Il film, sceneggiato dallo stesso regista con Samy Barroun, è una libera interpretazione del mito di Antigone immerso nell'attualità che si serve della forza primigenia della nota tragedia di Sofocle per raccontare l'altrettanto doloroso dramma del suo protagonista, il fornaio Gaetano. Già, perché “Amare amaro” parte proprio da questo détournement di genere: la figlia di Edipo nel film diventa un giovane italo-francese dato che il regista Julien Paolini porta la sua stessa dualità nella storia per parlare di dolorosa contemporaneità: "Definirei il mio film come un western moderno, una sorta di confine politico dall'esito tragico pieno di richiami all'attualità, che cerca di porre interrogativi sui temi della migrazione e sulla mancanza di azione da parte di chi dovrebbe invece agire e confrontarsi con la diversità" – ha infatti dichiarato in un'intervista ad un quotidiano nazionale. Anche il correlato di Creonte cambia sesso ed assume le fattezze della sindaca Enza (Celeste Casciaro), amministratrice di un piccolo paese siciliano molto distante dalla potente Tebe di Sofocle. Proprio tra le brume dell'alba, riprese tra Belmonte Mezzagno, Balestrate, Terrasini, Cinisi e Carini parte il film, con la corsa del piccolo ragazzino che come un novello annunciatore, sguizza tra le case per annunciare al maresciallo dei carabinieri (Tony Sperandeo) la morte di Padre Orlando, investito da una macchina mentre si trovava al bar. Alla luttuosa fatalità ne segue un'altra, foriera di una possibile vendetta che minaccia di minare ulteriormente il già turbato equilibrio degli abitanti: il gestore dell'attività ha infatti ucciso a sua volta lo scapestrato Giosuè, reo di essere ubriaco alla guida dell'automobile e soprattutto di essere uno straniero in terra di Sicilia. 

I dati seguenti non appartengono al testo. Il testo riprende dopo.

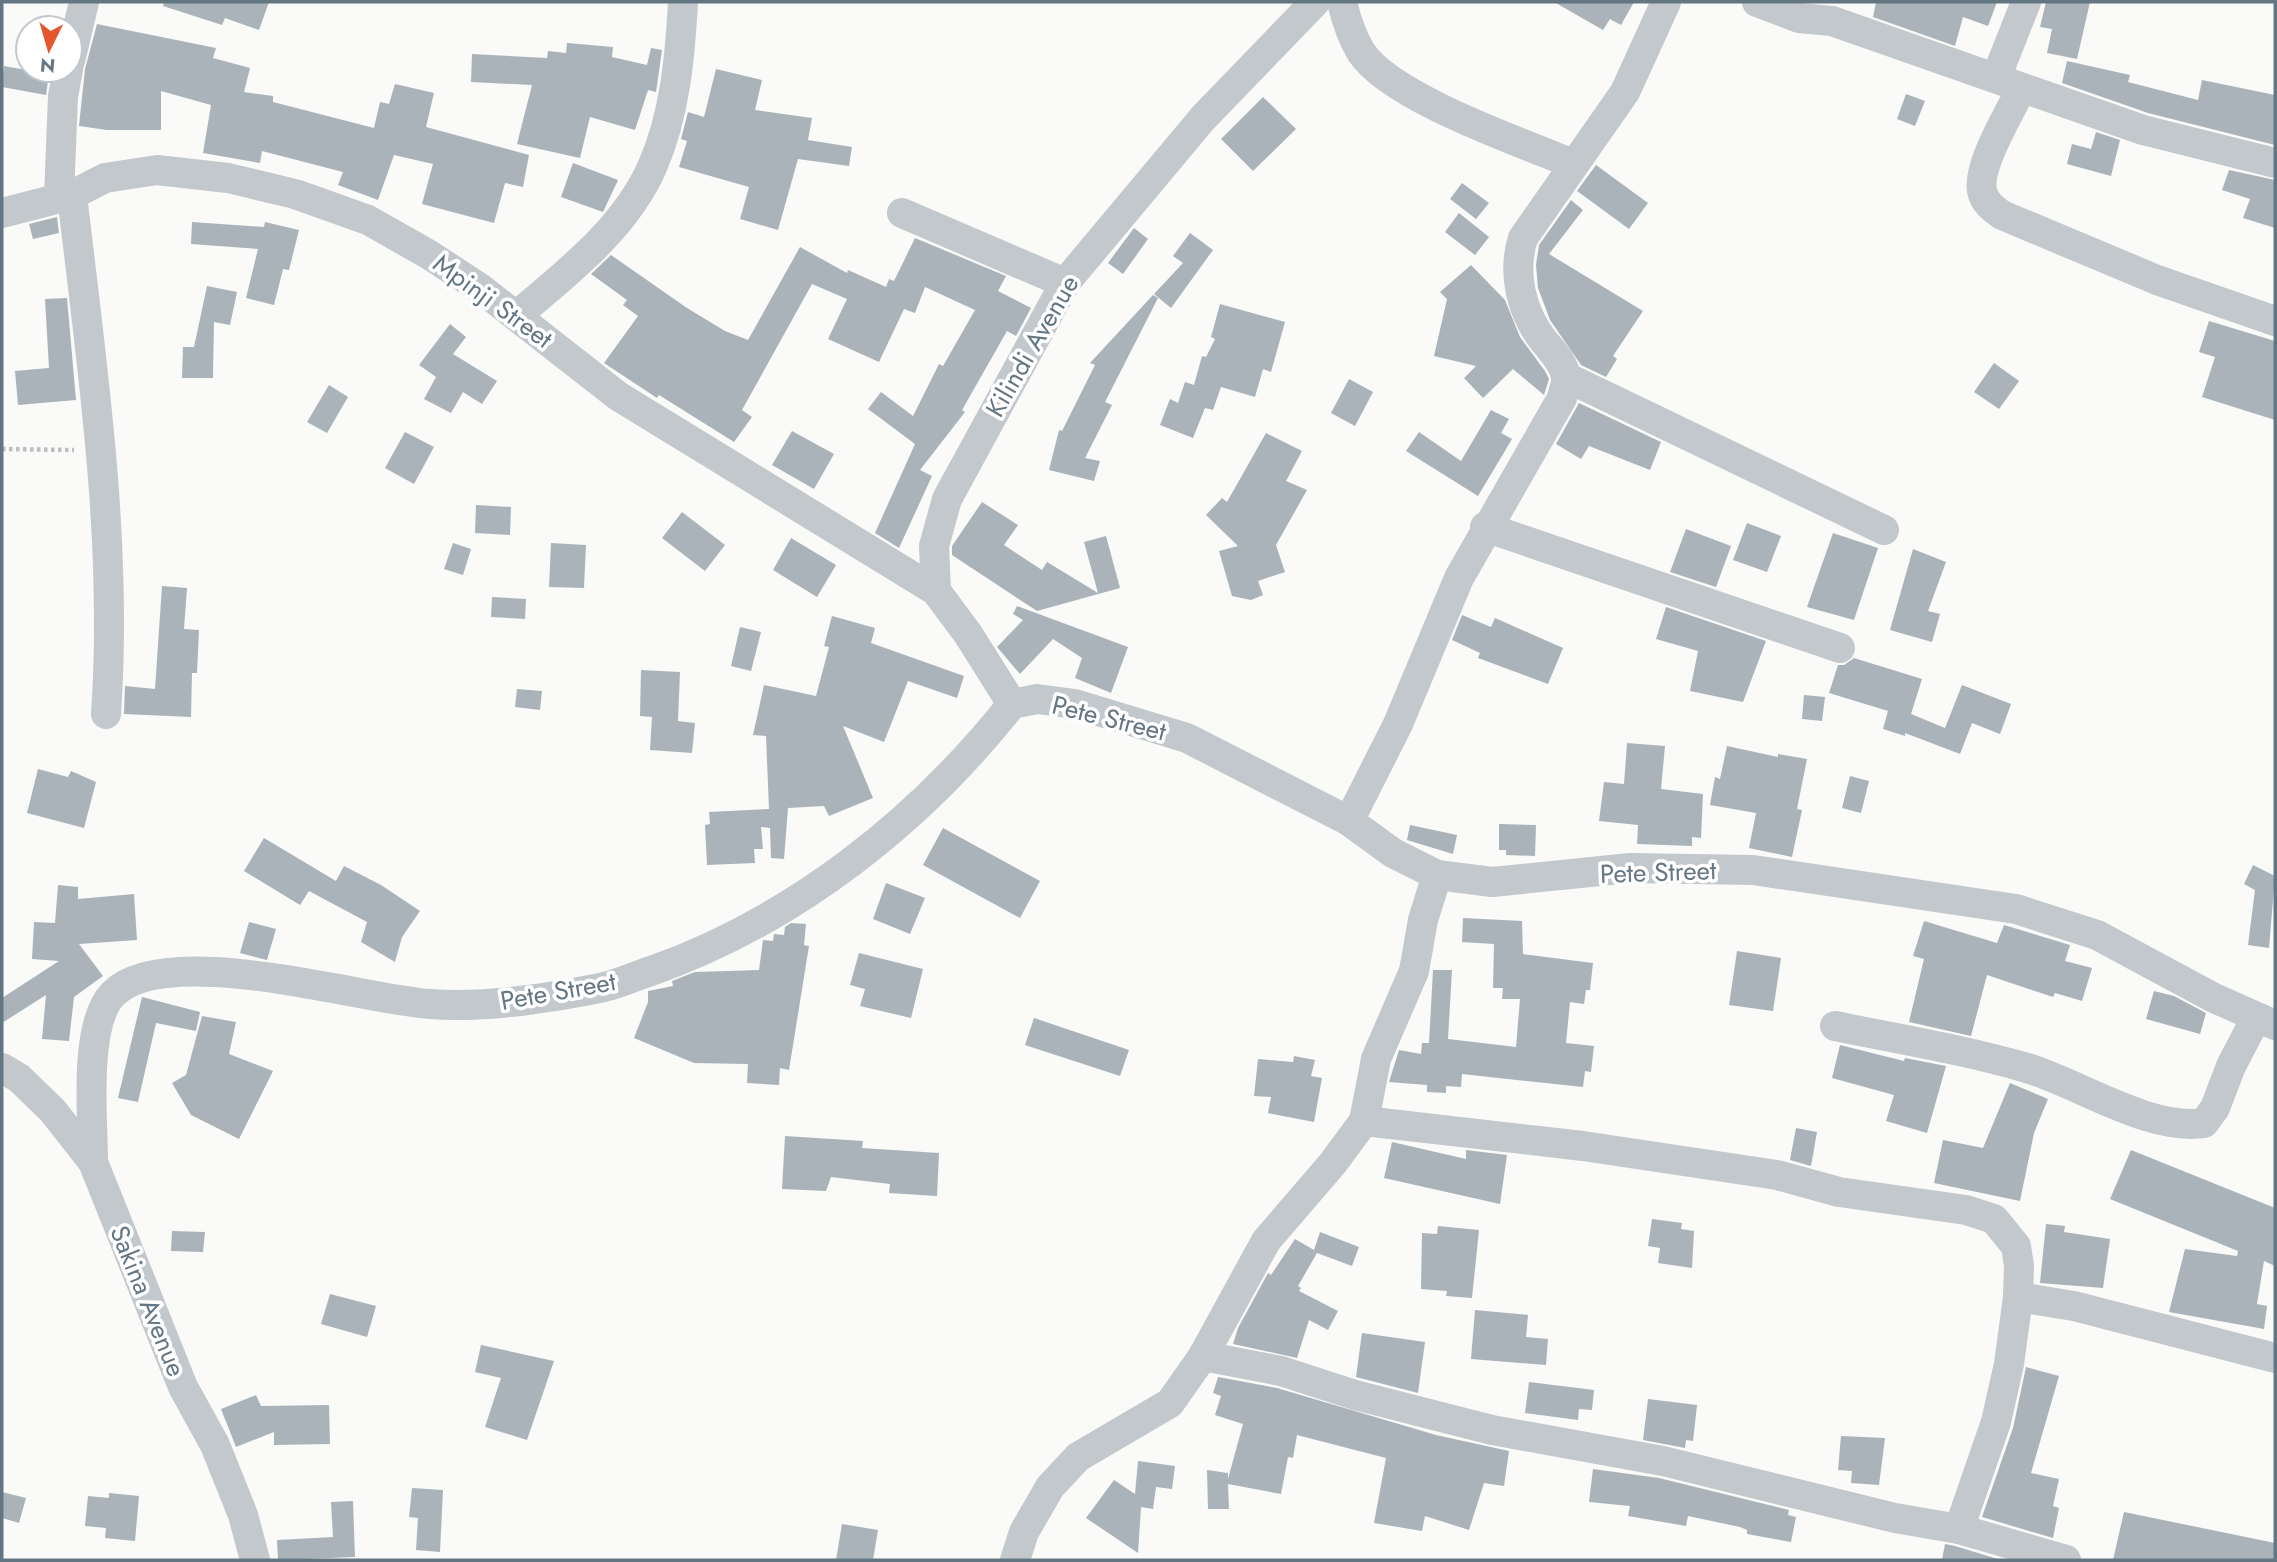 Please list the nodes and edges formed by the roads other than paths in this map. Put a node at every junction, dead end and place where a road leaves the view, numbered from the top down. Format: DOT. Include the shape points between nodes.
graph roads {
  1 [pos="683,2"];
  2 [pos="1315,2"];
  3 [pos="1342,2"];
  4 [pos="1666,2"];
  5 [pos="1757,2"];
  6 [pos="2026,2"];
  7 [pos="1853,15"];
  8 [pos="2008,83"];
  9 [pos="65,84"];
  10 [pos="2275,163"];
  11 [pos="1573,164"];
  12 [pos="65,196"];
  13 [pos="2,213"];
  14 [pos="902,213"];
  15 [pos="1065,282"];
  16 [pos="516,316"];
  17 [pos="2275,321"];
  18 [pos="1566,377"];
  19 [pos="1485,527"];
  20 [pos="1884,530"];
  21 [pos="936,591"];
  22 [pos="1840,648"];
  23 [pos="1012,704"];
  24 [pos="106,714"];
  25 [pos="1349,821"];
  26 [pos="1437,875"];
  27 [pos="2266,1021"];
  28 [pos="1835,1026"];
  29 [pos="2,1068"];
  30 [pos="1364,1122"];
  31 [pos="93,1162"];
  32 [pos="2018,1297"];
  33 [pos="1203,1356"];
  34 [pos="2275,1359"];
  35 [pos="1959,1530"];
  36 [pos="255,1560"];
  37 [pos="1015,1560"];
  38 [pos="2066,1560"];
  1 -- 16 [label="street" via="678,79 653,166 593,250"];
  2 -- 15 [label="street, Kilindi Avenue" via="1203,118"];
  3 -- 11 [label="street" via="1362,52 1380,72 1466,119"];
  4 -- 11 [label="street" via="1625,92"];
  5 -- 7 [label="street" via="1798,18 1832,21"];
  6 -- 8 [label="street"];
  7 -- 8 [label="street"];
  8 -- 10 [label="street" via="2143,130"];
  8 -- 17 [label="street" via="1985,166 1982,191 1989,205 2002,215 2157,280"];
  9 -- 12 [label="street"];
  11 -- 18 [label="street" via="1523,238 1518,255 1523,303 1531,324"];
  12 -- 13 [label="street, Mpinji Street"];
  12 -- 16 [label="street, Mpinji Street" via="105,178 157,170 228,178 295,194 380,227 428,254"];
  12 -- 24 [label="street" via="102,450 109,562"];
  14 -- 15 [label="street"];
  15 -- 21 [label="street, Kilindi Avenue" via="947,499 934,546"];
  16 -- 21 [label="street, Mpinji Street" via="618,396"];
  18 -- 19 [label="street" via="1549,424"];
  18 -- 20 [label="street"];
  19 -- 22 [label="street"];
  19 -- 25 [label="street" via="1398,724"];
  21 -- 23 [label="street"];
  23 -- 25 [label="street, Pete Street" via="1037,699 1075,704 1187,738"];
  23 -- 31 [label="street, Pete Street" via="975,751 919,808 784,908 701,953 598,989 497,1003 430,1004 216,973 168,972 138,979 112,994 100,1018 94,1047"];
  25 -- 26 [label="street, Pete Street" via="1393,853"];
  26 -- 27 [label="street, Pete Street" via="1492,882 1630,868 1754,870 2016,909 2097,935"];
  26 -- 30 [label="street" via="1414,971 1376,1059"];
  27 -- 28 [label="street" via="2231,1066 2215,1108 2204,1123 2187,1125 2028,1069"];
  29 -- 31 [label="street, Sakina Avenue" via="53,1111"];
  30 -- 32 [label="street" via="1583,1146 1966,1210 1994,1219 2008,1232 2016,1246"];
  30 -- 33 [label="street" via="1266,1241"];
  31 -- 36 [label="street, Sakina Avenue" via="183,1387 215,1445"];
  32 -- 34 [label="street" via="2123,1318"];
  32 -- 35 [label="street" via="1996,1422"];
  33 -- 35 [label="street" via="1281,1371 1492,1430 1663,1461"];
  33 -- 37 [label="street" via="1170,1403 1078,1457 1050,1487 1024,1532"];
  35 -- 38 [label="street"];
}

“Amare Amaro” sviluppa proprio questo assunto: la sepoltura del defunto ad opera del laconico fratello Gaetano, protagonista del film, che vorrebbe tumularlo nel cimitero locale viene negata con cieca ostinazione. Creonte s'è fatto donna e democratica ma continua ad esercitare le funzioni dell'istituzione pubblica: non esiste pietà per chi viene rifiutato dalla comunità perché diverso. Gaetano assume una valenza quasi cristologica nello scontare sulla sua pelle il peccato originale di essere un forestiero. Molto azzeccata a questo proposito la scelta di far interpretare il protagonista fornaio all'attore franco-iraniano Syrus Shahidi. Come ben riassume il regista: “Syrus è nato da padre iraniano e madre di origini italiane e rumene. Se io sono un rappresentante invisibile della differenza e della multiculturalità, Syrus ha rapidamente assunto questo ruolo nei miei film. È lo straniero universale diviso tra più culture ed identità, che fa fatica a sentirsi incluso. Una lotta che porta dentro di sé per tutta la vita”. Una lotta che porterà Gaetano a rubare per due volte il corpo dell'odiato/amato fratello per cercare di dargli una sepoltura nel territorio che continua ad ostracizzarlo anche da morto. “Amare Amaro” ha il grande pregio di non sconfinare mai nel didascalismo e nel politicamente corretto dato che come nel caso di Sofocle mantiene intatta la natura crudele del defunto e allo stesso tempo volutamente ambigua la condotta di Gaetano, irruento fino a lambire la violenza. D'altronde ciò che contraddistingue le società basate sull'ordinamento giuridico moderno è la capacità di garantire i principali diritti umani anche al criminale: in questo senso Antigone e Gaetano purtroppo falliscono entrambi.